-------- RECORDS FOR PROCESSING --------
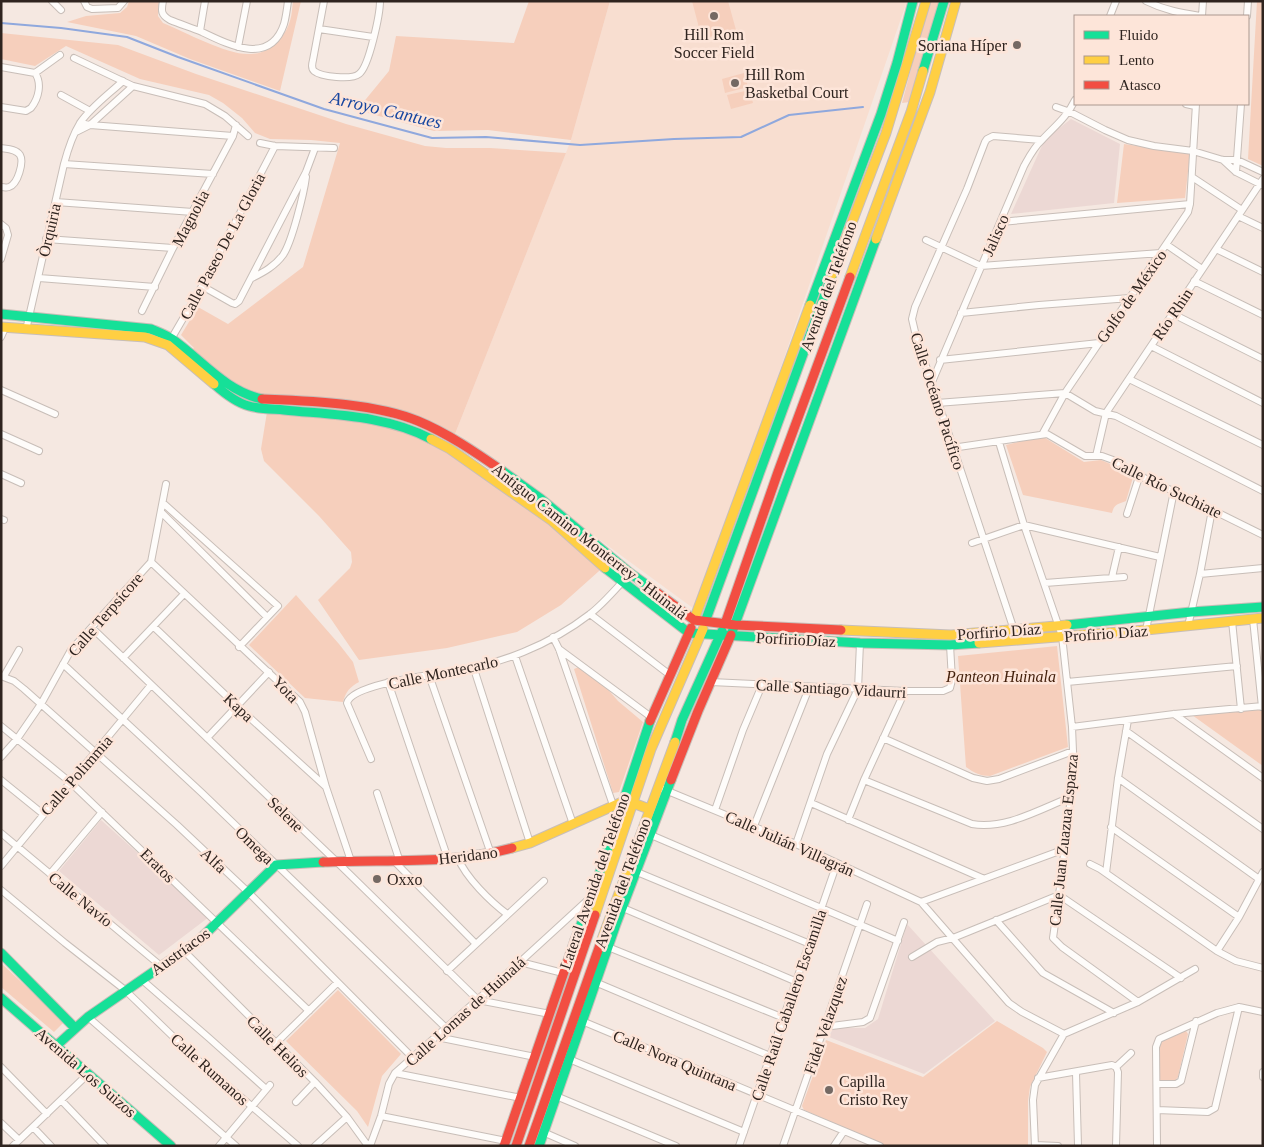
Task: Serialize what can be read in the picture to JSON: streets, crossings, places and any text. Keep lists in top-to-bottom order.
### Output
{
  "streets": {
    "street": [
      "Magnolia",
      "Òrquiria",
      "Jalisco",
      "Calle Paseo De La Gloria",
      "Avenida del Teléfono",
      "Golfo de México",
      "Río Rhin",
      "Calle Océano Pacífico",
      "Calle Río Suchiate",
      "Antiguo Camino Monterrey - Huinalá",
      "Calle Terpsícore",
      "Porfirio Díaz",
      "Profirio Díaz",
      "PorfirioDíaz",
      "Calle Montecarlo",
      "Calle Santiago Vidaurri",
      "Yota",
      "Kapa",
      "Calle Polimmia",
      "Selene",
      "Calle Juan Zuazua Esparza",
      "Calle Julián Villagrán",
      "Omega",
      "Heridano",
      "Alfa",
      "Eratos",
      "Lateral Avenida del Teléfono",
      "Calle Navío",
      "Austríacos",
      "Calle Raúl Caballero Escamilla",
      "Calle Lomas de Huinalá",
      "Fidel Velazquez",
      "Calle Helios",
      "Calle Nora Quintana",
      "Calle Rumanos",
      "Avenida Los Suizos"
    ]
  },
  "crossings": [
    ["Òrquiria", "Antiguo Camino Monterrey - Huinalá"],
    ["Jalisco", "Calle Océano Pacífico"],
    ["Calle Paseo De La Gloria", "Antiguo Camino Monterrey - Huinalá"],
    ["Avenida del Teléfono", "Antiguo Camino Monterrey - Huinalá"],
    ["Avenida del Teléfono", "PorfirioDíaz"],
    ["Avenida del Teléfono", "Calle Julián Villagrán"],
    ["Golfo de México", "Calle Río Suchiate"],
    ["Río Rhin", "Calle Río Suchiate"],
    ["Calle Océano Pacífico", "Porfirio Díaz"],
    ["Calle Océano Pacífico", "Profirio Díaz"],
    ["Antiguo Camino Monterrey - Huinalá", "Porfirio Díaz"],
    ["Antiguo Camino Monterrey - Huinalá", "PorfirioDíaz"],
    ["Antiguo Camino Monterrey - Huinalá", "Calle Montecarlo"],
    ["Antiguo Camino Monterrey - Huinalá", "Lateral Avenida del Teléfono"],
    ["Calle Terpsícore", "Yota"],
    ["Calle Terpsícore", "Selene"],
    ["Calle Terpsícore", "Omega"],
    ["Calle Terpsícore", "Alfa"],
    ["Calle Terpsícore", "Eratos"],
    ["Porfirio Díaz", "Profirio Díaz"],
    ["Porfirio Díaz", "Calle Juan Zuazua Esparza"],
    ["Profirio Díaz", "PorfirioDíaz"],
    ["Profirio Díaz", "Calle Santiago Vidaurri"],
    ["Profirio Díaz", "Calle Juan Zuazua Esparza"],
    ["PorfirioDíaz", "Lateral Avenida del Teléfono"],
    ["Yota", "Kapa"],
    ["Yota", "Heridano"],
    ["Calle Polimmia", "Selene"],
    ["Calle Polimmia", "Omega"],
    ["Calle Polimmia", "Alfa"],
    ["Calle Polimmia", "Eratos"],
    ["Calle Polimmia", "Calle Navío"],
    ["Selene", "Heridano"],
    ["Selene", "Calle Lomas de Huinalá"],
    ["Calle Julián Villagrán", "Calle Raúl Caballero Escamilla"],
    ["Omega", "Heridano"],
    ["Omega", "Austríacos"],
    ["Omega", "Calle Lomas de Huinalá"],
    ["Heridano", "Lateral Avenida del Teléfono"],
    ["Heridano", "Austríacos"],
    ["Alfa", "Austríacos"],
    ["Alfa", "Calle Lomas de Huinalá"],
    ["Eratos", "Austríacos"],
    ["Lateral Avenida del Teléfono", "Calle Lomas de Huinalá"],
    ["Calle Navío", "Austríacos"],
    ["Austríacos", "Calle Helios"],
    ["Austríacos", "Calle Rumanos"],
    ["Austríacos", "Avenida Los Suizos"],
    ["Calle Raúl Caballero Escamilla", "Calle Nora Quintana"],
    ["Calle Lomas de Huinalá", "Calle Helios"],
    ["Fidel Velazquez", "Calle Nora Quintana"]
  ],
  "water": ["Arroyo Cantues"],
  "parks": ["Panteon Huinala"],
  "places": [
    "Hill Rom Soccer Field",
    "Soriana Híper",
    "Hill Rom Basketbal Court",
    "Oxxo",
    "Capilla Cristo Rey"
  ],
  "legend": ["Fluido", "Lento", "Atasco"]
}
--------
**DIRECTIONS:** Number of lines containing "Monterrey" in the data: state it and nothing more.

**ANSWER TO THIS EXERCISE:** 8